Extracted data entries:

BEGIN

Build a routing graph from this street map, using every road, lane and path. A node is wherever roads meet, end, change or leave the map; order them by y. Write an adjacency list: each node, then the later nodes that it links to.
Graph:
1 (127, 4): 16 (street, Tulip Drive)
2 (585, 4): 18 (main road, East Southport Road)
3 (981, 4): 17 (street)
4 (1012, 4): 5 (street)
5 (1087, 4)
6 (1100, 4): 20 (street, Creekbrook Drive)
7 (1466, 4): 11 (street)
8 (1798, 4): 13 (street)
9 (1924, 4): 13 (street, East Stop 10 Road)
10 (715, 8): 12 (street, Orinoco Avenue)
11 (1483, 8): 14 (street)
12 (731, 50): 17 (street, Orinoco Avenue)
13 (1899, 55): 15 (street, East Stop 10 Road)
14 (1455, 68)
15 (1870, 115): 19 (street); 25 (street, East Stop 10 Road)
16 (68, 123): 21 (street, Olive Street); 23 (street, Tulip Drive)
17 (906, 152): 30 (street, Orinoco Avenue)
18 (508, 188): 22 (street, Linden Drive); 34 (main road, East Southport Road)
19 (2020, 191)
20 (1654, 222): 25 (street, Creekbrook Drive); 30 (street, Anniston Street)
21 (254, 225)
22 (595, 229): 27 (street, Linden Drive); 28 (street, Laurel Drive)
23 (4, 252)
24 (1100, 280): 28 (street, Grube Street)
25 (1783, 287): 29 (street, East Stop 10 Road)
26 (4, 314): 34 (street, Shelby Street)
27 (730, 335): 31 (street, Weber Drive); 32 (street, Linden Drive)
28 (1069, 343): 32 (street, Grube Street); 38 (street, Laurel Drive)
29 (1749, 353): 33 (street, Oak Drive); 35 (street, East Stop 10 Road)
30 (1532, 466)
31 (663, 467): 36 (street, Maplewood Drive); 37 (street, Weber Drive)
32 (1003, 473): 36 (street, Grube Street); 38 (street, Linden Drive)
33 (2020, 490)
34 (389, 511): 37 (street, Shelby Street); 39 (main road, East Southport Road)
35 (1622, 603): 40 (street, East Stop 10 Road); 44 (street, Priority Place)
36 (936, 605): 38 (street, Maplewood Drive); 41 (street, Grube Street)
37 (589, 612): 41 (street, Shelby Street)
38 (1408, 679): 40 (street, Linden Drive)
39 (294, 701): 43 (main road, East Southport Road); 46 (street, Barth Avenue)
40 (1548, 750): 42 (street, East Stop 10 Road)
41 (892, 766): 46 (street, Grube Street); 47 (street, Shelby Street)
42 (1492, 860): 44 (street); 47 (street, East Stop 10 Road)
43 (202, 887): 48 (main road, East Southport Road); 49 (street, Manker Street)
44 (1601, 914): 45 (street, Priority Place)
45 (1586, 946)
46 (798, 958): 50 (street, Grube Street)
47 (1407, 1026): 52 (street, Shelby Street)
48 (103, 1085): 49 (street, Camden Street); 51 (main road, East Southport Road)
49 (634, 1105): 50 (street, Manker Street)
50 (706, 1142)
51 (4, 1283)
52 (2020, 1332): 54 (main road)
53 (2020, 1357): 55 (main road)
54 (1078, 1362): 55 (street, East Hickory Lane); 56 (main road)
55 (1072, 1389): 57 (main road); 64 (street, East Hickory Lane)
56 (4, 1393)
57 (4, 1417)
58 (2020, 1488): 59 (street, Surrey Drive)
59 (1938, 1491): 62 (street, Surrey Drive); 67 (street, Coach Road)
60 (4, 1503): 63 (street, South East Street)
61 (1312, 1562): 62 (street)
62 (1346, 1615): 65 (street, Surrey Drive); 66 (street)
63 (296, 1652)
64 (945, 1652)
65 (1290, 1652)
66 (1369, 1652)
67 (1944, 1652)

END

» **About this task**:
Copy out, from the data above, every line holding the word "Laurel".

» **Answer section**:
22 (595, 229): 27 (street, Linden Drive); 28 (street, Laurel Drive)
28 (1069, 343): 32 (street, Grube Street); 38 (street, Laurel Drive)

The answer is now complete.